Grohl is here to talk not about 606 but about another studio in the Valley. The Foo Fighters frontman and former Nirvana drummer has made a documentary, Sound City, that's a tribute to the eponymous dingy yet magical Van Nuys analog studio where he, Kurt Cobain and Krist Novoselic recorded Nirvana's breakthrough album, Nevermind, nearly 22 years ago. The film, which debuted at Sundance, is a meditation on how computer technology is changing the music industry today.
Sound City had red, shag carpet walls, a worn interior and miraculous acoustics, a huge selling point for drummers like Grohl. It was home to a custom-made Neve 8028 Console, which seemed to make everything come to life -- no need for digital aids like the now-ubiquitous ProTools software. Grohl so credits the console for his success that he bought it when the recording studio finally closed its doors in 2011. And for the three and a half decades before that, Sound City was the essence of "old-school," or, as former studio manager Shivaun O'Brien says in Grohl's film, "where real men went to make records."
A companion soundtrack, Sound City: Real to Reel, will be released in March.

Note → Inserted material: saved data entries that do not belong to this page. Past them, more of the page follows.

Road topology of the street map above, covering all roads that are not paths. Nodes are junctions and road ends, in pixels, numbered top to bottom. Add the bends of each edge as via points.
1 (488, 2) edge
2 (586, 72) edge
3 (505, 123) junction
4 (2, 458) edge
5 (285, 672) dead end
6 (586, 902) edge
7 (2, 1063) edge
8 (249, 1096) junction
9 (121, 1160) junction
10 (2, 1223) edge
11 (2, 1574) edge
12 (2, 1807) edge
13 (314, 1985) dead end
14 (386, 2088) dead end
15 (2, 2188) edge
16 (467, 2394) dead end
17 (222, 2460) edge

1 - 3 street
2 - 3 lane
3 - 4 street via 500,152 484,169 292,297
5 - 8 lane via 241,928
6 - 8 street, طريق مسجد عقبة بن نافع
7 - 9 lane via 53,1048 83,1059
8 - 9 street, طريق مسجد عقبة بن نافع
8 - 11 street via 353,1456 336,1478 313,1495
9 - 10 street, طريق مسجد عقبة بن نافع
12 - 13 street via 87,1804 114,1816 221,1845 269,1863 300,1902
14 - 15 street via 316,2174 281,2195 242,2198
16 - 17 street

It features songs written and performed by Grohl and others who cut their teeth at the studio -- and some who didn't (cough, cough, Paul McCartney). The appropriately titled "Cut Me Some Slack" is the song McCartney recorded with the surviving members of Nirvana and which the newly formed group (dubbed "Sirvana" by the press) performed at 12-12-12 The Concert for Sandy Relief. And, yes, controversy ensued. Some critics labeled the performance an ill-timed promotional stunt for the film, but Grohl argues, "In those moments, I wasn't so worried about what people were going to think. I was more worried about trying to raise some money for the victims of Hurricane Sandy." Besides, he says, McCartney was the one who suggested they play it. Who was he to argue with a Beatle?